Given data:
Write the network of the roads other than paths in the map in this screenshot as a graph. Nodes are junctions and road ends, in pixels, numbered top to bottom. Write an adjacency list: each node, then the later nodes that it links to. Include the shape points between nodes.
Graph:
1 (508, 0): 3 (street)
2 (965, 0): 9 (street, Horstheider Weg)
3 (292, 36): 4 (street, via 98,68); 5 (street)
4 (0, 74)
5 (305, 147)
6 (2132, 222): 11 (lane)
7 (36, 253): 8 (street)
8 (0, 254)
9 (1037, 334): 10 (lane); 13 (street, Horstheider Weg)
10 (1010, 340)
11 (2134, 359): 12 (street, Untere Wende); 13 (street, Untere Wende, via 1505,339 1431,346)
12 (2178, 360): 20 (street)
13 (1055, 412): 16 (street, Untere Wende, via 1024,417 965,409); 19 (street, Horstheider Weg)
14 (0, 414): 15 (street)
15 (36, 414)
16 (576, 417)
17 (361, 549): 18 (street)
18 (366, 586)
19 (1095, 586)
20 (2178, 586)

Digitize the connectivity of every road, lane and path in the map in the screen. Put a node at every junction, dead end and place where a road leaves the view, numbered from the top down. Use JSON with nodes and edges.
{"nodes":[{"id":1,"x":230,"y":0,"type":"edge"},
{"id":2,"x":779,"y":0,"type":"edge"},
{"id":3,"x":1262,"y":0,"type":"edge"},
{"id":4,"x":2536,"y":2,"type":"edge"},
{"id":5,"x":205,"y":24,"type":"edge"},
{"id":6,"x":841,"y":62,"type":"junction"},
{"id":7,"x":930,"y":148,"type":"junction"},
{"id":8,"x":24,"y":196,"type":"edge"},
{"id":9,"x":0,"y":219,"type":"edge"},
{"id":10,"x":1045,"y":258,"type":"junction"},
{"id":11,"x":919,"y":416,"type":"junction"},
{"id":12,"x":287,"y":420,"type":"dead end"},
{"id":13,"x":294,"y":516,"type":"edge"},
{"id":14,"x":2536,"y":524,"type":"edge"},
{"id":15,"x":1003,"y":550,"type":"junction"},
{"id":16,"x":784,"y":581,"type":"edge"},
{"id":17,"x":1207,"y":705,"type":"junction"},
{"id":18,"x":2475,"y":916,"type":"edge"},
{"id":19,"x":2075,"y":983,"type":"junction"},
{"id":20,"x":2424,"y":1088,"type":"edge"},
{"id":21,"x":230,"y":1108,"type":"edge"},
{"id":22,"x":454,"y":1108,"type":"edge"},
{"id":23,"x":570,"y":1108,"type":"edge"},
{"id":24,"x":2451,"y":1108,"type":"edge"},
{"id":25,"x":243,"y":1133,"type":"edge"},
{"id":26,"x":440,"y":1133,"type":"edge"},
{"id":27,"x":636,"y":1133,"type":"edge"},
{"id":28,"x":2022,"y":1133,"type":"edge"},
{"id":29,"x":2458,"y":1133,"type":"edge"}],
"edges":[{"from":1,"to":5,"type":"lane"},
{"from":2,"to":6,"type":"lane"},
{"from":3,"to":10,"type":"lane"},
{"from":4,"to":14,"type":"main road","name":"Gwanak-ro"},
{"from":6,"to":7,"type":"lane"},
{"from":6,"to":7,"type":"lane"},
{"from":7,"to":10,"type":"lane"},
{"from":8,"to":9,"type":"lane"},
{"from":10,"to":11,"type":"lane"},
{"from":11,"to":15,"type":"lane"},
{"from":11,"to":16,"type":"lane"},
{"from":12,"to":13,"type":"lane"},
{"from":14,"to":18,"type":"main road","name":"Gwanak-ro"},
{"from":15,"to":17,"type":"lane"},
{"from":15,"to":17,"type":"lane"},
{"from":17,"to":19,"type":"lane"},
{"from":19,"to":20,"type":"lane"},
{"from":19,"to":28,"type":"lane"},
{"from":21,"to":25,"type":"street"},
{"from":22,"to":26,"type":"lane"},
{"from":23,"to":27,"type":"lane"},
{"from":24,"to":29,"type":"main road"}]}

What this task involves:
Go through the data, and copy each line in which the word "main" appears.

Answer to this task:
{"from":4,"to":14,"type":"main road","name":"Gwanak-ro"},
{"from":14,"to":18,"type":"main road","name":"Gwanak-ro"},
{"from":24,"to":29,"type":"main road"}]}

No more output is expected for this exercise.